Socialization: Dogs are social animals. Puppyhood is a great time to introduce your puppy to other dogs and other people. Being well socialized as a puppy can help your puppy grow into a well-adjusted adult. This is especially important if you have a shy puppy. The older your puppy gets, the harder it is to change behavioral traits. • Go shopping- taking your puppy to dog friendly stores can be a great way to socialize him. Most of the people your puppy will meet at these stores are animal lovers and will provide lots of positive reinforcement. • Join a play group- introducing your puppy to other dogs at a young age will help him to be more tolerant of other dogs when he is older. Just make sure your puppy is fully vaccinated before exposing him to too many dogs! • A night on the town- taking your dog for walks in populated areas can help him to get used to being around many different types of people. Not everybody likes dogs and your puppy needs to learn how to behave like a good citizen and not give these people more reasons not to like them. Remember to bring lots of treats to reward good behavior!

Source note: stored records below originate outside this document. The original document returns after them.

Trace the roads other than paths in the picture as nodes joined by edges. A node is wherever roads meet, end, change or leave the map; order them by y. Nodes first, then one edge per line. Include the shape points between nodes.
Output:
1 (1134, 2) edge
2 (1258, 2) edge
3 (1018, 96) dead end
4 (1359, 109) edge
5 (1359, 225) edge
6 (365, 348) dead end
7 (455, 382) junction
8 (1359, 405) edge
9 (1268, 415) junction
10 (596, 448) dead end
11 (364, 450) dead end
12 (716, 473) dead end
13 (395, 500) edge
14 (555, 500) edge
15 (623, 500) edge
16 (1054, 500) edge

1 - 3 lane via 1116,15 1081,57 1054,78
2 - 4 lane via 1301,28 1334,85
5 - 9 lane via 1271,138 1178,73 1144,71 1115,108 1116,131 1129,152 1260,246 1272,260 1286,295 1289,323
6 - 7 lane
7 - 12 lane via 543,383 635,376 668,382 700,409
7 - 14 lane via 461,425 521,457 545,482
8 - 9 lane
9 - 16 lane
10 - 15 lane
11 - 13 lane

Common Problems: All puppies have their little behavioral problems. Some like to chew everything in sight, some have trouble with play biting, and some are just down right crazy. This is the time to correct these problems. What may seem cute now may not be so cute when your little 15 pound puppy is now a 75 pound adult. Some of these problems can become dangerous and costly. By working on changing your puppy’s behavior now, you can have a long happy life with a well-behaved dog. • Redirect problem chewing- Give your puppy plenty of puppy safe chew toys to redirect his chewing from your shoes to an acceptable toy. • Take a deep breath- if you get frustrated, your puppy will feel it. If your puppy is having trouble, take a break; forcing your puppy to do something it is not ready to do will only hurt your relationship. • Soothe with cold- teething puppies are like teething children, their gums hurt and chewing helps to ease the pain. Try freezing some of his favorite chew toys, frozen baby carrots also make a great treat. • Pick your battles to win the war- sometimes you have to settle for something less than perfect. It is better to reward the partial attempt than it is to punish your puppy for not going all the way. Rewarding little steps towards the desired behavior will get you there faster. • Yelp- if you have a play biter, discourage this behavior by yelling “ow!” loudly, this simulates another puppy in the litter yelping, it tells the puppy he is playing too roughly, or redirect the biting to an appropriate chew toy.